The Venture Capital Company (VCC) regime was introduced to the Income Tax Act 10 years ago. But has the hype surrounding this tax incentive lived up to its promises? The incentive was introduced by National Treasury to direct passive retail capital into targeted areas of the economy (like SME and tourism) to generate jobs and stimulate economic growth. In its most simple form, investors (individuals, trusts or companies) can claim a full deduction of their investment in SARS approved “VCC funds” against their taxable income in the year of investment, which deduction becomes permanent if investors remain invested for five years.Capital Company (VCC)
Although the incentive was always extremely lucrative, it had a slow start. Not only were the requirements and tax consequences linked to Section 12J investments initially onerous, but the market also indicated that it was commercially unrealistic. Investor sentiment changed markedly in 2015 when significant relaxations to the regime were introduced. Most notably, the recoupment of the initial tax deduction was removed if the investor remained invested in the VCC for at least 5 years. As a result of this and many other legislative changes, the incentive gained significant traction with the establishment of a raft of new Section 12J VCCs since.
Initially, many thought the incentive would not last until its review date in 2021. Yet the venture capital company market is thriving as shown on the chart above.
In June 2018, National Treasury reinforced the regime by introducing new anti-abuse provisions which were widely interpreted as a vote of confidence in the sustainability of the incentive. VCCs which therefore still take on new investments present a unique opportunity: not only do they allow for investors to qualify for the tax benefits which National Treasury seeks to encourage through section 12J, but those VCCs unaffected by the new anti-abuse rules were obviously also structured in such a way to present genuine benefits to both the South African economy and investors alike. They are, after the latest amendments, truly “genuine” VCCs meeting the policy objectives envisaged by Treasury.
The simple example by which to explain the tax relief afforded by Section 12J is that of a salaried employee (earning income at the highest marginal tax rate of 45%). Assume that our employee has R100,000 of investable capital left in February at the end of her tax year. If she invested this amount into a suitable Section 12J fund, this amount would be deducted from her taxable income and she would be eligible for a cash refund from SARS of 45% of her investment, or R45,000. Her assets would now amount to R145,000 (being a R100,000 Section 12J investment and a cash refund of R45,000). If she decided to exit her investment after five years at zero percent growth (which is assumed for simplicity, although realistically, the investment itself may also have grown since) the tax deduction will become permanent and the CGT (capital gains tax) due on the investment made would amount to R18,000. And government encourages this: instead of investing in passive capital, government would have achieved an incremental R100,000 directed towards SME & Tourism with concomitant job creation (and an increased tax base!) to boot.

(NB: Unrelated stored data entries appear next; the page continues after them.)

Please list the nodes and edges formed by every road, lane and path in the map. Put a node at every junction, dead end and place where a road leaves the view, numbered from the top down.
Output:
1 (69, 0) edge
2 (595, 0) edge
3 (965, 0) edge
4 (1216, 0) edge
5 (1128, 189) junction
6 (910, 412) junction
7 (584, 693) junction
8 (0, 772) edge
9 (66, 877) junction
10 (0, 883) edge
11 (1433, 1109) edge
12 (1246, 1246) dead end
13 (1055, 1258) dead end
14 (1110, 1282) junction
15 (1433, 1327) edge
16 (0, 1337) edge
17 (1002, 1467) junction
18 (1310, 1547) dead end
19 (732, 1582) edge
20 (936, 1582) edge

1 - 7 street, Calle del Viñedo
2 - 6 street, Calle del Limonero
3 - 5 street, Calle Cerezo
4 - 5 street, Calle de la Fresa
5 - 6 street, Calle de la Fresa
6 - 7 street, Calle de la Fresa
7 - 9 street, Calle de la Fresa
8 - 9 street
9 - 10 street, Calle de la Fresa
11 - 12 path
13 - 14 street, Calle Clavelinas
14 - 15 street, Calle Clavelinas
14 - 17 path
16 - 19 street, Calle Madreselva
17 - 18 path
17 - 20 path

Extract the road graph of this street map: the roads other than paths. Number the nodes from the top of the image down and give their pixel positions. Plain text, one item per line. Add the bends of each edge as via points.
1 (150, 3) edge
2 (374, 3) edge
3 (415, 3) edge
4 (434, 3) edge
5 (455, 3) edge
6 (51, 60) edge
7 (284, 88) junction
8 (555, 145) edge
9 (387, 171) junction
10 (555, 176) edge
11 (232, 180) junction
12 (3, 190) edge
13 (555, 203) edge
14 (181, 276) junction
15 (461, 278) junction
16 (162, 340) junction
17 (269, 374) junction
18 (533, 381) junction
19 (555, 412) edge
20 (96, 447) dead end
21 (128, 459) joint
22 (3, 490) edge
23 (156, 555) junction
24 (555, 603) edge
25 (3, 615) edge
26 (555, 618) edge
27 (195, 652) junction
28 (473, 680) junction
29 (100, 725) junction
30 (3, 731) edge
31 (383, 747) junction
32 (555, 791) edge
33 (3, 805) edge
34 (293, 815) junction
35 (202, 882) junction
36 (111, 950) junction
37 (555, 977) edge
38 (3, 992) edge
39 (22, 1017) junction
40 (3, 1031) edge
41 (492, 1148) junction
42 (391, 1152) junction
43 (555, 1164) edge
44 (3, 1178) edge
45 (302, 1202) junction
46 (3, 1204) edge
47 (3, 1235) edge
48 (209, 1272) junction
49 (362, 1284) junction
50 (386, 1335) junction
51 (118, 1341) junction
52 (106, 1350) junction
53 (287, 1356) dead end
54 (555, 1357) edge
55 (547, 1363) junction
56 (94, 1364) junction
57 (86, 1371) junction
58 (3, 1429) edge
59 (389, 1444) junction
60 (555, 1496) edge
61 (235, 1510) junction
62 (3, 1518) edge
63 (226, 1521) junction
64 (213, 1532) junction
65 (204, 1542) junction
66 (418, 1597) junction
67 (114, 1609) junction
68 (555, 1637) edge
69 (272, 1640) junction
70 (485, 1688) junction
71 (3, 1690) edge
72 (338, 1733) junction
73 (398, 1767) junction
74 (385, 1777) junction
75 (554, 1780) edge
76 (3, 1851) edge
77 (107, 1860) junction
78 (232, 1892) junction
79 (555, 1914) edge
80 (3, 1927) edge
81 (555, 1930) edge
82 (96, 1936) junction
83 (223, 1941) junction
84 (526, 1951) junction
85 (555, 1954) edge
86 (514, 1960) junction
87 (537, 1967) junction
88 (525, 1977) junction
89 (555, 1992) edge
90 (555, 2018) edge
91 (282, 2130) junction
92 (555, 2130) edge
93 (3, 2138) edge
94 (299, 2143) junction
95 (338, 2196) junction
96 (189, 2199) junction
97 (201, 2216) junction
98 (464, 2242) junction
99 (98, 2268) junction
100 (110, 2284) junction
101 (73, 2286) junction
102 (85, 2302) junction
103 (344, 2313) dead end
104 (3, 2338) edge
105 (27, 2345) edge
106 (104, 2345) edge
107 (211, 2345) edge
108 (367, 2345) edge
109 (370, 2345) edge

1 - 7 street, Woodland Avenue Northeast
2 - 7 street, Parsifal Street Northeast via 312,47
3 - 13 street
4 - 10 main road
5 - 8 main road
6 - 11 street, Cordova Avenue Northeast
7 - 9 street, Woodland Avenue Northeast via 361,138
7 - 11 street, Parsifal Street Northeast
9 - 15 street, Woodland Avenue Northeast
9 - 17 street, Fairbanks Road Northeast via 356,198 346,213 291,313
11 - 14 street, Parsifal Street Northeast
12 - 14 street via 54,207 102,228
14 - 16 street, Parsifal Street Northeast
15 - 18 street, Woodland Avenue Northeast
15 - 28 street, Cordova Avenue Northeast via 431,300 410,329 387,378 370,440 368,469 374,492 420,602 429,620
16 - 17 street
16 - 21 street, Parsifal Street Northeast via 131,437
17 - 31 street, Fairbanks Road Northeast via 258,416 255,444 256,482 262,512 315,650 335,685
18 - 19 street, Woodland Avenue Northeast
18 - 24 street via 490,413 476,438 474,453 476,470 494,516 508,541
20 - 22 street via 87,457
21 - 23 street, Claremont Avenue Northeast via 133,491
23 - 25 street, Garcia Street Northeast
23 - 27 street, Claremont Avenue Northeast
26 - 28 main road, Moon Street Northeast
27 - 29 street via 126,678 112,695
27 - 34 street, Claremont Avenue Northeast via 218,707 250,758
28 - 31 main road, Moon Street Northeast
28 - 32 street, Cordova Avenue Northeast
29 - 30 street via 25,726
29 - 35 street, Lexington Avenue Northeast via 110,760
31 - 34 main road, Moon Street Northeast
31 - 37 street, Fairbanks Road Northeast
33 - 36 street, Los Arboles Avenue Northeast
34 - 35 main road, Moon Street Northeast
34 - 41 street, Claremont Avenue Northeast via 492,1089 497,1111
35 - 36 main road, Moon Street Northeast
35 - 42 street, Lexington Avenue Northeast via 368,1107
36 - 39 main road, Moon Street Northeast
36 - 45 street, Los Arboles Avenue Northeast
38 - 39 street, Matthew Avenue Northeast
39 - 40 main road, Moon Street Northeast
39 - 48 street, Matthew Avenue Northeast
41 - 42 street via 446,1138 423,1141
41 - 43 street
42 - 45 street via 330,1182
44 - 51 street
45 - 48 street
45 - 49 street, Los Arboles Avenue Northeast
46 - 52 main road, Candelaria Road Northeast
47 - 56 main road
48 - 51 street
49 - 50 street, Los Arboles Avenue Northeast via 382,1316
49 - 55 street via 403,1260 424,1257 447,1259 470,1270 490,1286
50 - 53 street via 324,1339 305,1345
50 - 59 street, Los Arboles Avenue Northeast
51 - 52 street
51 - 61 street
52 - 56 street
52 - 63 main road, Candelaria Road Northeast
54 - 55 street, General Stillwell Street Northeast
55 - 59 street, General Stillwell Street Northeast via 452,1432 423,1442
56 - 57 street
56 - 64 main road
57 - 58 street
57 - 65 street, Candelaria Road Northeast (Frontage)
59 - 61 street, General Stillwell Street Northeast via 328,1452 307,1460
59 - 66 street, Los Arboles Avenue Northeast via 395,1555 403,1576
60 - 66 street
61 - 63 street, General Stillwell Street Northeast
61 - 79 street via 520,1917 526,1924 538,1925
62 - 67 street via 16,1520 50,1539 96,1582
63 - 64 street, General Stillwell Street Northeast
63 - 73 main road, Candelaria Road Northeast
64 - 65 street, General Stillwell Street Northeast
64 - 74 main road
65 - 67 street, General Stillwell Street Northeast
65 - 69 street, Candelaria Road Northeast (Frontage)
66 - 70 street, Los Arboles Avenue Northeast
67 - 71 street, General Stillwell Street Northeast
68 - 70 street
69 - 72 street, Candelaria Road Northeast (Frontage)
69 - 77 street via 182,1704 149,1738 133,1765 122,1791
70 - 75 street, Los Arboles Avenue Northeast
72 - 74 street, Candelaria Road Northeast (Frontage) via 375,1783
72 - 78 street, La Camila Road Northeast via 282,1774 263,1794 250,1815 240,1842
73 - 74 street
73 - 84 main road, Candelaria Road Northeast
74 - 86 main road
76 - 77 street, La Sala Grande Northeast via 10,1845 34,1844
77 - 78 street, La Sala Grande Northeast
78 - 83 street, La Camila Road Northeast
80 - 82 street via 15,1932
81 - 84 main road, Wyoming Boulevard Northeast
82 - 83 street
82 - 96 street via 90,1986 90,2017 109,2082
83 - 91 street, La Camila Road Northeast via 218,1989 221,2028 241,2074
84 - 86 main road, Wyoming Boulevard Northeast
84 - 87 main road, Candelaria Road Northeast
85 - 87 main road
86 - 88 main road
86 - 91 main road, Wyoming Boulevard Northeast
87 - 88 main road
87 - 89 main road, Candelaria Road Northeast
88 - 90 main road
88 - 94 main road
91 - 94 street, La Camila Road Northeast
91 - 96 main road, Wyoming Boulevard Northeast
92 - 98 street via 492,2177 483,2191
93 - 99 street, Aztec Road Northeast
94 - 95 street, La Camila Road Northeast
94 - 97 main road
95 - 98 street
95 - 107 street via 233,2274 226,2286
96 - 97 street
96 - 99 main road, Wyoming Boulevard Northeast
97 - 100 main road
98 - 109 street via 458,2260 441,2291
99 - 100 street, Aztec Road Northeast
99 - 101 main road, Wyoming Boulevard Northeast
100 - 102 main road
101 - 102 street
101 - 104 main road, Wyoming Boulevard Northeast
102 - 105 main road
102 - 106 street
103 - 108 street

In light of the above, compliant VCCs also provide an elegant rebalancing mechanism for investors with investments overconcentrated in a single asset class. Many taxpayers may feel overly exposed to a certain asset class (e.g. certain listed shares), yet are wary to exit those investments for fear of the significant CGT consequence that would arise as a result. The VCC model presents an excellent solution to this problem for these prospective investors: CGT consequences arising from a sale of investments will be more than offset if the proceeds from sale of those assets are invested in a registered VCC. Not only will the investors have rebalanced their asset class risk exposure, but they will also have achieved a tax deduction over and above the CGT cost neutralised. Investors should seriously consider such a rebalancing of asset class exposure where such a latent CGT exposure is present, especially in a fiscal environment where a further increase in CGT inclusion rates in the upcoming budget on 20 February 2019 is not unexpected.
Assessing the potential of the underlying assets of the VCC is obviously even more important. It is accordingly notable that National Treasury is explicitly promoting much needed capacity-building in the employment-hungry tourism sector through Section 12J investments. Conservative investors can accordingly benefit by gaining exposure to growth assets with a fixed property underpin (such as “bed and breakfast” establishments), whilst creating employment and filling the fiscal coffers from foreign tourism spend.
Ten years on, is the Section 12J VCC tax incentive still living up to the hype? Considering that the regime is better regulated and healthier than ever in its short history, the answer must be “yes”. The industry is still nascent with less than R5bn*** invested into S12J VCCs over the past 10 years, and the use of the incentive equates to less than 0.1% of all direct taxes collected over the same period. Given the low base and significant benefits to both the investor and the economy, the robust growth in the number of regulated VCC funds and investment rates come as no surprise.
** for the taxpayer at the highest marginal tax rate, and an inclusion rate of 40%.
*** Market estimates. SARS does not disclose these numbers.